One of the buzz words of the late 1990s was multitasking, being able to perform multiple activities at the same time. There is early evidence that multitasking might just be creating an unhealthy state of mind.
Five neuroscientists spent a week in late May in a remote area of southern Utah, rafting the San Juan River, camping on the soft banks and hiking the tributary canyons. That’s not the interesting part; they did it without access to cell phones, computers, or any other technology that is part and parcel of our everyday lives.
It was a primitive trip with a sophisticated goal: to understand how heavy use of digital devices and other technology changes how we think and behave, and how a retreat into nature might reverse those effects. It is a trip into the heart of silence — increasingly rare now that people can get online even in far-flung vacation spots.

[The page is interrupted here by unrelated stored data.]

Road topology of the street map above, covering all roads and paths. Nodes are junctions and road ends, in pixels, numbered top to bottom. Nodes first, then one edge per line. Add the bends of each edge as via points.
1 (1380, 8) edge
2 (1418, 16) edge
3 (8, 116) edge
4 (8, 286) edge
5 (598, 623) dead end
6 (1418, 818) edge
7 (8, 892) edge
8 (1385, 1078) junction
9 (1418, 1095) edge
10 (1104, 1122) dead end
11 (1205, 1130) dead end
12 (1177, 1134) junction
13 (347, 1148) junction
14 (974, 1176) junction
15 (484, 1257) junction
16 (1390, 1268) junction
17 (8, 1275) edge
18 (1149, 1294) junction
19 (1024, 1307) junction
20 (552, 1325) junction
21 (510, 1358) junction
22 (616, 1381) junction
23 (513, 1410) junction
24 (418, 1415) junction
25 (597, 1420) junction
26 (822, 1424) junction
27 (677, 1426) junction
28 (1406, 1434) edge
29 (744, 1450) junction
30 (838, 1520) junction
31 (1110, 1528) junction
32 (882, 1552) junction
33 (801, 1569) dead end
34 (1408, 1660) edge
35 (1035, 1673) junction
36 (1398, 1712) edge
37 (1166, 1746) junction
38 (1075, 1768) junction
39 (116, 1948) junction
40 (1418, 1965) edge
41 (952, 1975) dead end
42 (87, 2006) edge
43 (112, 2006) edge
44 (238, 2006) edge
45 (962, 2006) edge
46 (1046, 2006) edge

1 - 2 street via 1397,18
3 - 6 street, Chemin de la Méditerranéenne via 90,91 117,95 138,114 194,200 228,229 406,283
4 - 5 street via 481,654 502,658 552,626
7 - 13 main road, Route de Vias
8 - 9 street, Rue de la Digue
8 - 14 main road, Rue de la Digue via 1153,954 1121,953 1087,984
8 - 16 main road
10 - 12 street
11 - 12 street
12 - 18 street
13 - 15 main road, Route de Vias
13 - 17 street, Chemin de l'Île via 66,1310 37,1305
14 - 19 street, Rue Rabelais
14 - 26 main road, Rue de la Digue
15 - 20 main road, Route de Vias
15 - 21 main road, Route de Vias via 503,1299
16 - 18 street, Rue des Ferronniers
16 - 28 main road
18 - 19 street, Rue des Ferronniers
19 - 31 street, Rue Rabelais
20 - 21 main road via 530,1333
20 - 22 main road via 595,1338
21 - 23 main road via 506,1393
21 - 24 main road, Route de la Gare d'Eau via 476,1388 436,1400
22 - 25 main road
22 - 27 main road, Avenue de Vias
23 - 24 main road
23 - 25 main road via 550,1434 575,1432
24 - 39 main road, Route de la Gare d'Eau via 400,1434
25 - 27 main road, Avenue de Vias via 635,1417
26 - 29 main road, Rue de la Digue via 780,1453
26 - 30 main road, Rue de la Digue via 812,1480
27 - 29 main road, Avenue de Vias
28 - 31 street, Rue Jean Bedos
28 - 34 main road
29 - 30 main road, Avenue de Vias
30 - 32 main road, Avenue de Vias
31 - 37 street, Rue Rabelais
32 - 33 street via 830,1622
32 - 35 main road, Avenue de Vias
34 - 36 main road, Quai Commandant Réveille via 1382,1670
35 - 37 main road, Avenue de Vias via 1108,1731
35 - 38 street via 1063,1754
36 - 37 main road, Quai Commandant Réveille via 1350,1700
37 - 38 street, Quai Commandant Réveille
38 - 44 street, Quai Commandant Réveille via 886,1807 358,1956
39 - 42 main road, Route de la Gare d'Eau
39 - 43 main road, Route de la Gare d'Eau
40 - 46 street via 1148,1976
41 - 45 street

Some of the scientists studying what happens when we step away from our devices and rest our brains — in particular, how attention, memory and learning are affected. Understanding how attention works could help in the treatment of a host of maladies, like attention deficit disorder, schizophrenia and depression. On a day-to-day basis, too much digital stimulation can “take people who would be functioning O.K. and put them in a range where they’re not psychologically healthy.”
The study indicates that learning centers in the brain become taxed when asked to process information, even during the relatively passive experience of a walk across the street in an urban setting. By extension, some scientists believe heavy multitasking fatigues the brain, draining it of the ability to focus.
The scientists found that nature can refresh the brain. “Our senses change. They kind of recalibrate — you notice sounds, like crickets chirping; you hear the river, the sounds, the smells, you become more connected to the physical environment, the earth, rather than the artificial environment.”
Behavioral studies have shown that performance suffers when people multitask. Researchers believe that attention and focus can take a hit when people merely anticipate the arrival of more digital stimulation.
They have found that a fraction of brain power is tied up in anticipating e-mail and other new information — and that they might be able to prove it using imaging. To the extent you have less working memory, you have less space for storing and integrating ideas and therefore less to do the reasoning you need to do.
What was their bottom line? “This is the rhythm of the trip: As the river flows, so do the ideas.” Perhaps that’s why the major religions have a day of rest. Maybe that day of rest should include a reprieve from the cell phone, the Blackberry, and the computer. I haven’t tried it yet, but I’ll let you know when I do!